My Fried Green Tomato BLT is the greatest twist on a classic BLT sandwich! Imagine juicy southern-fried green tomatoes topped with a spicy remoulade sauce, savory applewood-smoked bacon, avocado mash, and crisp Romaine… all nestled between perfectly toasted sourdough slices. It’s the ultimate southern-style BLT!
I’m proud to collaborate with more than 30 Black recipe developers as we celebrate Black History Month 2022. This Virtual Potluck explores Black food through the lens of Afrofuturism. Our collaboration of recipes explores the intersection of the Black diaspora via culture, future, geopolitics, imagination, liberation, and technology.
Cook and share the inspiring recipes by checking out the list of participants below. Follow each participant and continue the discussion with us on social media using the hashtag #BHMVP2022!
- Green Tomatoes – Find some big, juicy green tomatoes, preferably from a local farmer’s market. They will taste best when in season (summer-fall) but I’ve used them year-round!
- The Coating – We’re going to coat our green tomatoes in a 2:1 ratio of all-purpose flour and yellow cornmeal, plus the perfect mix of seasonings.
- Spicy Remoulade Sauce – You can’t have FGTs without a homemade remoulade sauce! Because I love spice, I take it up a notch and create a spicy version, but the ground red pepper is optional.
- Applewood Smoked Bacon – Sorry, the turkey bacon just won’t be as good in this recipe. (But if you truly want to use it, feel free.) I grabbed a sugar-free version from my local Sprouts that is delicious.
- Bread – A thick, soft sourdough loaf is key to a beautiful BLT. You can find this at your regular grocery store.
- Romaine Lettuce – Romaine is a favorite of mine, it’s crunchy but still lends well to other flavors in the sandwich.

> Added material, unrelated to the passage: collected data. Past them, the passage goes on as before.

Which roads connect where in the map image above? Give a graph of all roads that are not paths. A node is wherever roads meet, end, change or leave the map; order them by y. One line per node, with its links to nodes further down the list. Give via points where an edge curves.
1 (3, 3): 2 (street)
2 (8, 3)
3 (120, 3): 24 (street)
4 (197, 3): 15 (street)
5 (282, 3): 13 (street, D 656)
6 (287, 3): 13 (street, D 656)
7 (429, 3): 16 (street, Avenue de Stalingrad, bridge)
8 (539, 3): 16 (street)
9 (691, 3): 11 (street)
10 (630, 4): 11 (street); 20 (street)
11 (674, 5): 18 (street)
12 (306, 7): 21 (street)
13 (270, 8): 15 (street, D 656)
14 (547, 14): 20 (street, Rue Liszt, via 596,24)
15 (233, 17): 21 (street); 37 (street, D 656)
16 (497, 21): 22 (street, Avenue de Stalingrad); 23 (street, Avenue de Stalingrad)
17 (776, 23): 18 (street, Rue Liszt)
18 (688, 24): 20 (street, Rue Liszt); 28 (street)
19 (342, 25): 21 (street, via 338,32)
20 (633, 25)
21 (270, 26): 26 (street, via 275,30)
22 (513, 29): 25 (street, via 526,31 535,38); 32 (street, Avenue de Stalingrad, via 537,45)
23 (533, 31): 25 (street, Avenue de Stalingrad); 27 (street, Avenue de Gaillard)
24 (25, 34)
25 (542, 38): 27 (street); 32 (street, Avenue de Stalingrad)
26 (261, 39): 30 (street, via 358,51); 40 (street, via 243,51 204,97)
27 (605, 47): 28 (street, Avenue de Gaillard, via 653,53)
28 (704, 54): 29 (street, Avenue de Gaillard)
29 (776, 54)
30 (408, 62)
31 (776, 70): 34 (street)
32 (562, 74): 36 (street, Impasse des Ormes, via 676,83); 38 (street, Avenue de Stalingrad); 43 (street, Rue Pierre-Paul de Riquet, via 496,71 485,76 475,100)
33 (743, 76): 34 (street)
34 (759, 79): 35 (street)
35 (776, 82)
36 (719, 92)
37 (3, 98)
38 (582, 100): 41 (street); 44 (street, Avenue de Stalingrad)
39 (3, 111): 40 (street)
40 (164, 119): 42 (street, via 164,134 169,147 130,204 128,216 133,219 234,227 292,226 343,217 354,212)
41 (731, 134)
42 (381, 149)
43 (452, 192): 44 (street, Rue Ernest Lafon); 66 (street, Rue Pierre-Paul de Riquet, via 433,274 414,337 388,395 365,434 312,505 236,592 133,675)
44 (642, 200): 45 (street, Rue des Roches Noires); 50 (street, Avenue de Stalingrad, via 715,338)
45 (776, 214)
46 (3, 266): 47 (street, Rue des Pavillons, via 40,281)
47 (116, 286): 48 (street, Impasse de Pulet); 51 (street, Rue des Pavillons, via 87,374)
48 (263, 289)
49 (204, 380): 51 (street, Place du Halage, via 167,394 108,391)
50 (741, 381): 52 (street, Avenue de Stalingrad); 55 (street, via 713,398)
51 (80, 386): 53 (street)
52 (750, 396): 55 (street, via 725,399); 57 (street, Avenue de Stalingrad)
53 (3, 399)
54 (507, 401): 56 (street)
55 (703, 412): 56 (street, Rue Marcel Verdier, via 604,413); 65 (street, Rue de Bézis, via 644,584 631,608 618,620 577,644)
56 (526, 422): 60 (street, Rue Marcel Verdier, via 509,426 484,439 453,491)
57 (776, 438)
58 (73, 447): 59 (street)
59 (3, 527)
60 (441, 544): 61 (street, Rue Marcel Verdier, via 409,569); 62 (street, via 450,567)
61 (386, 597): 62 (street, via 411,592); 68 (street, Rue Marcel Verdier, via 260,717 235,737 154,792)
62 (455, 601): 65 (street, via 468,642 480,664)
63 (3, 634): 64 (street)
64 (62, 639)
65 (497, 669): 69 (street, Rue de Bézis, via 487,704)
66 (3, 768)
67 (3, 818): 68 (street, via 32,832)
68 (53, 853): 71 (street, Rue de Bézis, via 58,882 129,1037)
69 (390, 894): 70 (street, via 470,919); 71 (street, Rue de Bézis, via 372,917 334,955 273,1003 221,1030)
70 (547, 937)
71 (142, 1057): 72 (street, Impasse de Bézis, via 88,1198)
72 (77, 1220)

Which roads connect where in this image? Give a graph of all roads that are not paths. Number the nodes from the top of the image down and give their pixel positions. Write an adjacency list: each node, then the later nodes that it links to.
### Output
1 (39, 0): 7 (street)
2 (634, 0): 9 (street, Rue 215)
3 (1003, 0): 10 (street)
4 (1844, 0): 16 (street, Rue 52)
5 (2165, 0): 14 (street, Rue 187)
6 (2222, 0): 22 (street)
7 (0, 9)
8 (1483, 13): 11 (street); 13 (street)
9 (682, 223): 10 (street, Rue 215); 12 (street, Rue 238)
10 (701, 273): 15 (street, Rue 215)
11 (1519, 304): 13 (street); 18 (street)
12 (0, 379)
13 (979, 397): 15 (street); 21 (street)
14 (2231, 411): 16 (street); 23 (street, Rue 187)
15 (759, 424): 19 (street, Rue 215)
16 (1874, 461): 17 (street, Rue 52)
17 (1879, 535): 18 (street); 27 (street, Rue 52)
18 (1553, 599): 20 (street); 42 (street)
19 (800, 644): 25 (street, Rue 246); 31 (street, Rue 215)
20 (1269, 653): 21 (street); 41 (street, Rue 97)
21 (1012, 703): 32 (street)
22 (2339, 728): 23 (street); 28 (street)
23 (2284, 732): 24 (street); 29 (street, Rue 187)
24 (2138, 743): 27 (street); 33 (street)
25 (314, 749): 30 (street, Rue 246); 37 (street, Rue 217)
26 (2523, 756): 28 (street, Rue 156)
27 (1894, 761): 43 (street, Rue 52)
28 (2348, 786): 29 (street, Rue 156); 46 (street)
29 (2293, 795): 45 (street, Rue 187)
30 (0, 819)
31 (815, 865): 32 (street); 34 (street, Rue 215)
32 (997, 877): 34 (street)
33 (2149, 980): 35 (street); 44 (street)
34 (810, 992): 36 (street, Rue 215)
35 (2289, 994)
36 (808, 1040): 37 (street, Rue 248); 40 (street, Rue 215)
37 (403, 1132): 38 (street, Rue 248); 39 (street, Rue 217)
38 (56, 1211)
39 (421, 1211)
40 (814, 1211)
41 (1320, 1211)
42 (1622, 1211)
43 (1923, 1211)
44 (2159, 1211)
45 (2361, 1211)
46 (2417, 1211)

Be sure to wash and dry well!
- Avocado Mash – To elevate our BLT even more, we’re going to add a spread of mashed avocado to the bottom slice of the bread.
How to Fry Green Tomatoes
The best way to fry green tomatoes comes from a few strategies. First, you want to ensure that you are drying your tomatoes fully. Simply set them on a bed of paper towels (and one more layer on top) for about 20 minutes.
Then, double dip the tomatoes. We’re using a buttermilk and egg mixture for our wet batter, and a combination of all-purpose flour and yellow cornmeal for our dry mixture. Dip wet, then dry, then wet, then dry once more; patting the coating into the tomato as much as possible.
Finally, you want to ensure you let the battered tomatoes sit for at least 5 minutes – this allows the wet and dry mixture to combine and stick to our tomatoes. I normally let my oil heat up and clean up the kitchen a bit while they are resting.
Also, be sure not to use too much oil – just enough to barely cover the tomato so they will be shallow fried. How do you know when your oil is ready if you don’t have a temperature gauge? Drop a tiny piece of batter or flour into the oil; if it immediately floats to the top and sizzles, it’s ready to go!
There are actually (2) types of green tomatoes: the ripe variety (usually heirloom), and the unripe red variety (what we use for FGTs.) The unripe red version is more firm and less juicy than normal red tomatoes. The texture makes them perfect for frying, as we’ll do today!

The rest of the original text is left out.